Plans to build a ShopRite supermarket on the Admiral Wilson Boulevard in Camden, a project that officials had said would create permanent jobs and provide improved access to fresh, affordable food, have fallen apart, according to sources with knowledge of the situation.
Instead, Actega North America Inc., a Delran-based company that makes coatings and sealants, on Tuesday was approved to receive $40 million in state tax incentives if it decides to build a 130,000-square-foot headquarters on the site. The project would create 21 jobs, according to the company's application, and move 79 existing positions to the city.
Plans for the ShopRite, which would have been the city's second full-service supermarket, were announced in March 2013 by city officials, who said it would be the anchor tenant of a shopping center.
"I am so proud and happy to share this wonderful news today with our residents because this is the type of development project they have been asking for," Mayor Dana L. Redd said then. "One that will create jobs and opportunities for them."
At the time, there were no full-service supermarkets in Camden. A PriceRite has since opened in the city's Fairview neighborhood.
No explanation has been provided for why the ShopRite project collapsed. Representatives of the Goldenberg Group, the developer of the site, would not comment on site plans Tuesday.
"The Goldenberg Group has been actively working to develop the Admiral Wilson site in Camden to create additional investment and bring new jobs to the region," said Jeremy Fogel, executive vice president and director of development. "The city has seen enormous success over the last few years, and we hope to be able to build upon those accomplishments with our project."
A spokeswoman for ShopRite's parent company said she could not provide an update on the project Tuesday.
The state Economic Development Authority, which approved the tax credits for Actega at its meeting Tuesday, also approved about $18 million in tax incentives for DuBell Lumber, a Medford-based company that may consolidate operations in Camden. The move would bring 92 jobs to the city and create 30, according to the application.
The companies are the latest to receive approvals for millions in tax credits through the EDA's Grow New Jersey program, which rewards employers that invest in struggling cities as part of the 2013 Economic Opportunity Act. U.S. Rep. Donald Norcross, a South Jersey Democrat, championed the law as a state senator, saying the incentives would boost the impoverished city's economy.
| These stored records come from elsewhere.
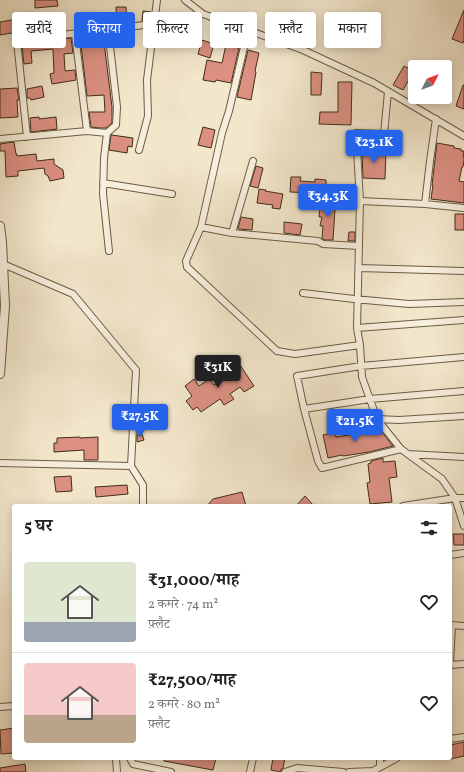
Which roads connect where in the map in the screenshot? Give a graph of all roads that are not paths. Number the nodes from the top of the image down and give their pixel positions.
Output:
1 (157, 0) edge
2 (185, 0) edge
3 (156, 12) edge
4 (210, 16) edge
5 (257, 33) edge
6 (74, 34) edge
7 (77, 48) edge
8 (110, 48) edge
9 (151, 48) edge
10 (244, 48) edge
11 (388, 92) junction
12 (436, 119) junction
13 (87, 131) junction
14 (107, 133) junction
15 (464, 136) edge
16 (27, 137) junction
17 (0, 140) edge
18 (139, 150) dead end
19 (253, 160) dead end
20 (104, 183) junction
21 (172, 194) dead end
22 (360, 201) junction
23 (425, 204) junction
24 (464, 208) edge
25 (0, 226) edge
26 (202, 227) junction
27 (232, 233) junction
28 (359, 246) junction
29 (109, 251) dead end
30 (3, 264) junction
31 (359, 268) junction
32 (464, 271) edge
33 (303, 293) dead end
34 (358, 299) junction
35 (464, 302) edge
36 (464, 320) edge
37 (357, 328) junction
38 (360, 345) junction
39 (464, 357) edge
40 (361, 366) junction
41 (0, 374) edge
42 (464, 391) edge
43 (370, 399) junction
44 (304, 409) junction
45 (464, 416) edge
46 (377, 419) junction
47 (401, 449) junction
48 (408, 454) junction
49 (464, 457) edge
50 (0, 463) edge
51 (131, 466) junction
52 (455, 498) junction
53 (464, 498) edge
54 (143, 504) edge
55 (416, 504) edge
56 (464, 526) edge
57 (464, 553) edge
58 (452, 555) edge
59 (452, 625) edge
60 (464, 626) edge
61 (452, 664) edge
62 (464, 664) edge
63 (12, 706) edge
64 (0, 707) edge
65 (464, 737) edge
66 (452, 739) edge
67 (116, 760) edge
68 (131, 760) edge
69 (252, 760) edge
70 (380, 760) edge
71 (393, 760) edge
72 (380, 767) junction
73 (373, 771) edge
74 (117, 772) edge
75 (171, 772) edge
76 (250, 772) edge
77 (284, 772) edge
78 (343, 772) edge
79 (349, 772) edge

1 - 3 street
2 - 4 street
5 - 11 street
6 - 16 street
7 - 13 street
8 - 14 street
9 - 18 street
10 - 26 street
11 - 12 street
11 - 22 street
12 - 15 street
12 - 23 street
13 - 14 street
13 - 16 street
14 - 20 street
16 - 17 street
19 - 27 street
20 - 21 street
20 - 29 street
22 - 23 street
22 - 28 street
23 - 24 street
25 - 30 street
26 - 27 street
26 - 38 street
27 - 28 street
28 - 31 street
30 - 41 street
30 - 51 street
31 - 32 street
31 - 34 street
33 - 34 street
34 - 35 street
34 - 37 street
36 - 37 street
37 - 38 street
38 - 40 street
39 - 40 street
40 - 43 street
40 - 44 street
42 - 43 street
43 - 44 street
43 - 46 street
44 - 47 street
45 - 46 street
46 - 47 street
47 - 48 street
48 - 49 street
48 - 52 street
50 - 51 street
51 - 54 street
52 - 53 street
52 - 55 street
52 - 56 street
57 - 58 street
59 - 60 street
61 - 62 street
63 - 64 street
65 - 66 street
67 - 74 street
68 - 75 street
69 - 76 street
70 - 72 street
71 - 72 street
72 - 73 street
73 - 79 street
77 - 78 street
Critics say the program simply relocates existing jobs at a high cost to taxpayers. Many of the corporations moving in, such as Subaru of America, Holtec, and Lockheed Martin, are expected to offer few jobs for Camden residents, and will be able to redeem tax credits worth millions of dollars in exchange for moving a few miles.
When plans for the 75,000-square-foot ShopRite were announced, developer Ken Goldenberg said he expected the site to be completed in 2015. Ravitz Family Markets, which opened the Camden PriceRite store in 2014, planned to operate the ShopRite. But the site sat vacant, and late last year, a spokeswoman for ShopRite's parent company declined to offer an updated timeline.
Sean Brown, who lives near the PriceRite with his family, said the proposed ShopRite location would have been difficult for people without cars to reach using public transportation. He also said many East Camden residents already shop at Cousin's Supermarket, just a half-mile from the proposed ShopRite site. While smaller than a full-service supermarket, Cousin's offerings include fresh meat and produce.
"That said, it is always disappointing to see something not come through after city leaders say it's happening," Brown said.